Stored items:
◆ ◆ ◆ ◆ ◆

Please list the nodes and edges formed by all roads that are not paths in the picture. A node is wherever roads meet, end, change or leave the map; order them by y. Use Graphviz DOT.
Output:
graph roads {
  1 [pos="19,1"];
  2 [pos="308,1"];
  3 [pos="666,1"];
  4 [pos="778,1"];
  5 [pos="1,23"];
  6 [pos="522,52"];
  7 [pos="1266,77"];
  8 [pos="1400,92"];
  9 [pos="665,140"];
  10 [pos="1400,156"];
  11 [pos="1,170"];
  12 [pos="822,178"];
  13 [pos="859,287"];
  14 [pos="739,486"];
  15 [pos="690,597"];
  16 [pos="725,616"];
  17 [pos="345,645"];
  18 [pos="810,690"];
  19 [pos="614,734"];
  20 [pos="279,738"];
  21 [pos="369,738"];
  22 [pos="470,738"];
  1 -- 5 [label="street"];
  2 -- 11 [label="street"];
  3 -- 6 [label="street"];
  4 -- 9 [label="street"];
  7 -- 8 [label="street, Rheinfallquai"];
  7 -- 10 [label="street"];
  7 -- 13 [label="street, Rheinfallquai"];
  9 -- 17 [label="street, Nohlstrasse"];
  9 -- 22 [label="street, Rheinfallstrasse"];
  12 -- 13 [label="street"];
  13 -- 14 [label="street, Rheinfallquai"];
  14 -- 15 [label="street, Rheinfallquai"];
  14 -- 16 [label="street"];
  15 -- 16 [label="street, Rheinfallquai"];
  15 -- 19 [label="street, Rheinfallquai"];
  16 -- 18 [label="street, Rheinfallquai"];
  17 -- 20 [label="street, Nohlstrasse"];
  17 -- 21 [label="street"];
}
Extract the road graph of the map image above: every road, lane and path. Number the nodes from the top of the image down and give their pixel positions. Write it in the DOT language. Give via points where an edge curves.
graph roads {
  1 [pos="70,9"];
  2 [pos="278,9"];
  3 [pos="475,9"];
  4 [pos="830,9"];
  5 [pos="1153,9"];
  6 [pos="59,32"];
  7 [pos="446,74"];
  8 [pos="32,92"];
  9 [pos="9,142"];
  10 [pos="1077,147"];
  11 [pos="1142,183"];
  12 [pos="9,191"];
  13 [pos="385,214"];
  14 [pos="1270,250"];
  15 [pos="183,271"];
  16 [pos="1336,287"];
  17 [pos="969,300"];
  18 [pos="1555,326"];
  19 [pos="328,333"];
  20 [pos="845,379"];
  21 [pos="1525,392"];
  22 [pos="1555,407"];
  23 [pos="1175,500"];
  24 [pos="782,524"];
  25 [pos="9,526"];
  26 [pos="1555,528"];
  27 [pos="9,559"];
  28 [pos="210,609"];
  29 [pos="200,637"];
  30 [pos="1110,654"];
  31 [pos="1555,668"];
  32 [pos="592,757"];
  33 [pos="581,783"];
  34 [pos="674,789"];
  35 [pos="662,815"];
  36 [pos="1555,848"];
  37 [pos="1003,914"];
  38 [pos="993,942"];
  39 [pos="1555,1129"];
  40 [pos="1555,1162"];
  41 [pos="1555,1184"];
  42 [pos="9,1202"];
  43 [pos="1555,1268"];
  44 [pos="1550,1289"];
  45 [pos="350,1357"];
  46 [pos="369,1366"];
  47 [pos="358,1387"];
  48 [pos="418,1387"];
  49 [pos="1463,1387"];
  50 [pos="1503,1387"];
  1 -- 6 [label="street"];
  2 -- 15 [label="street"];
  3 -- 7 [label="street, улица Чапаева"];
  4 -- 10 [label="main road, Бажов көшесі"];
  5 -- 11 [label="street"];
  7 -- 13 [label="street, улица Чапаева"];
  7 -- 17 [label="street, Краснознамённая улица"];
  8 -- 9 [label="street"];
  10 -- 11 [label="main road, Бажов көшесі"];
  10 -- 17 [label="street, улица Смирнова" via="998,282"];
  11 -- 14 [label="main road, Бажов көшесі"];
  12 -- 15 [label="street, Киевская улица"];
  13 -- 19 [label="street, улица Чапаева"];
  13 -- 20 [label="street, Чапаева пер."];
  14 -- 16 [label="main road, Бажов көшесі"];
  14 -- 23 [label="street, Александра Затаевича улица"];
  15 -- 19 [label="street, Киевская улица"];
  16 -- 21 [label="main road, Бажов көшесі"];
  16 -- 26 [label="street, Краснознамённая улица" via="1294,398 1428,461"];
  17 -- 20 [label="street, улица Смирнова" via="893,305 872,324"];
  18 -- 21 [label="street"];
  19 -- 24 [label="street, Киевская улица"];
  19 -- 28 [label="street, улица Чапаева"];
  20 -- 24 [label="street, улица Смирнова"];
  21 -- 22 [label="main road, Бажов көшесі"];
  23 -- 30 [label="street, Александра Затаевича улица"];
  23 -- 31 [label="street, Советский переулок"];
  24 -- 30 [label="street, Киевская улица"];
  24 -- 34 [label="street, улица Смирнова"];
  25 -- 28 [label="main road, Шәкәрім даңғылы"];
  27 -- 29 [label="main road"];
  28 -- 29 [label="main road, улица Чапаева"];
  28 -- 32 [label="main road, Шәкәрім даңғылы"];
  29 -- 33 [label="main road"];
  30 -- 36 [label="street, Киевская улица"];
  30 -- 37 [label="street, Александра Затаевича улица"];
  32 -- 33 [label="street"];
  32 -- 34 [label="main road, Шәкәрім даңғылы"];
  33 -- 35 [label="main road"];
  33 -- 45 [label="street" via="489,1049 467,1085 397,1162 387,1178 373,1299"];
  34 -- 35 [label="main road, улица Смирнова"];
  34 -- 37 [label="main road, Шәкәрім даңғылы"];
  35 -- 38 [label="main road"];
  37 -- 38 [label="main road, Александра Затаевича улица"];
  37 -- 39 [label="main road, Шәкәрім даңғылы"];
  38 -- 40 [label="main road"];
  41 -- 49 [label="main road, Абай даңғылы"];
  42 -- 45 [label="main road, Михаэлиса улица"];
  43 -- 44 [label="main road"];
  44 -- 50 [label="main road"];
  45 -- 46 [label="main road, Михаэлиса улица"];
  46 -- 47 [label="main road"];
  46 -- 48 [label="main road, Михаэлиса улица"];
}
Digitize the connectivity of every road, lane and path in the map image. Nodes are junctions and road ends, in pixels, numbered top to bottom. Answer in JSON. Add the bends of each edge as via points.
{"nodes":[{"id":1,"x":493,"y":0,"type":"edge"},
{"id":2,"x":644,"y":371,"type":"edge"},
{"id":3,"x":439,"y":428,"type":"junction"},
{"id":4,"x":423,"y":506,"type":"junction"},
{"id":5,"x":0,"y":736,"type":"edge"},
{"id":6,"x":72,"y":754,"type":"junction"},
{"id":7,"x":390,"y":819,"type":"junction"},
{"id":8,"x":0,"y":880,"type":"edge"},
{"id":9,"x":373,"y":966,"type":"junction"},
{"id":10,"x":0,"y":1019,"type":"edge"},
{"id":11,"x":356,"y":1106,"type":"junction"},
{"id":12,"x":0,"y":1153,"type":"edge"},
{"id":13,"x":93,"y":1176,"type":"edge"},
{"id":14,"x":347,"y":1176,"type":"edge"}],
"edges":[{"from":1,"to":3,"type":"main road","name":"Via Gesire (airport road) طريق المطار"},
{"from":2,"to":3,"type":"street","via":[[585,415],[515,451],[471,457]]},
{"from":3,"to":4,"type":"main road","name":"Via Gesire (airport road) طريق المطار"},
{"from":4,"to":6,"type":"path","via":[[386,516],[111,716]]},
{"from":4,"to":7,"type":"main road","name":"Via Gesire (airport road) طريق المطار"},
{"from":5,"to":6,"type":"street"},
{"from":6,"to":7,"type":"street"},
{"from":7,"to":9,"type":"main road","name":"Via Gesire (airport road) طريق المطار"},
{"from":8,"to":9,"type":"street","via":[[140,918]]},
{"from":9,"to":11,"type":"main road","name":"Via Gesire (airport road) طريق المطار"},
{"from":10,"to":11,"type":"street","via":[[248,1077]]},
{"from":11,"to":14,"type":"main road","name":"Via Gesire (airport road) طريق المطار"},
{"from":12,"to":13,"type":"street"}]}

◆ ◆ ◆ ◆ ◆

- **About this exercise**
Examine the records and report how many lines contain the string "Александра". Only the number should be given.

- **Task response**
4